WATERLOO – In an astounding announcement made by the popular clique of scientists that hang out behind a Waterloo cancer research laboratory, cigarette smoke has been found to be less of a health risk than previously thought.
“It makes you look super mysterious and edgy so we all suspected that it probably wasn’t that bad for you,” said Dr. Myles “Rad” Engstrom of the Department of Almost Getting to Third Base, as he rolled up a pack of Morleys into the sleeve of his ripped white lab-coat, “Turns out we were right all along. As always.”
The perils of cigarette smoke, long thought to include cancer, lung disease, emphysema, and other respiratory ailments, has apparently been overblown by lamewads who sit at microscopes all day and who don’t realize that if something feels good, you should do it.
The scientific group has also lauded the benefits of unprotected sex, games of chicken in abandoned aqueducts, and swarming churchgoers in your sweet, sweet Harleys.
“Look, I’ve got a PhD so I know what some of the other dork professors have been saying, but I know for a fact that none of them have ever cruised to make-out peak with the Co-chair of Oncological Research and Cheerleading Studies, so how much credence can you really give their opinions?” asked Dr. “Bulldog” Studford, as he lit another match by striking it under his fingernail.
Dr. Studford’s main squeeze, Professor Beverly Swift – a nobel prize winning researcher – agreed with his sentiments while loudly snapping her chewing gum.
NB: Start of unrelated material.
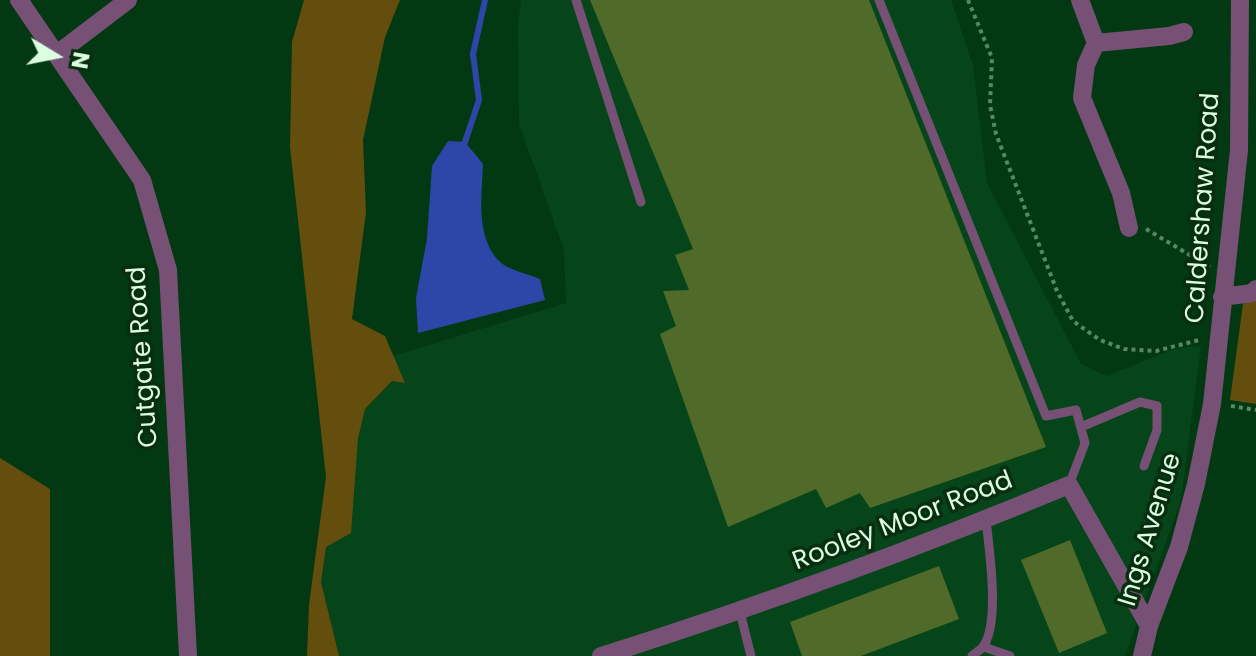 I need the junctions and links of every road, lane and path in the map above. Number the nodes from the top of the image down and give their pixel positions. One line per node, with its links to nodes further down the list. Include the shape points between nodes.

“Well, all the studies and statistics point to cigarettes being a leading cause of cancer and other health ailments,” said Dr. Elmer Pointdexter, as he pushed his taped-up glasses further up the bridge of his nose, “but whenever I mention that to the Kool Docs, they call me a ‘York Graduate’ and shove me into a rack of tumor samples.”
The group has courted controversy in the past when its previous leader, Dr. James “Wild Stallion” Malone – a Montgomery Fellow of Astrophysics and Prom Night Punch Spikology – became embroiled in an academic feud with a rival group of scientists from the University of Toronto. Their debate over whether classic jet propulsion theory could benefit from the recently discovered Sub-hydraulic Hydrostatic Acceleration Radio Quark particles became known in the community as the Jets vs. SHARQs debacle.
Sadly, Dr. Malone lost his life trying to settle the fight in a drag race while taking Dead Man’s Curve within the Large Hadron Collider.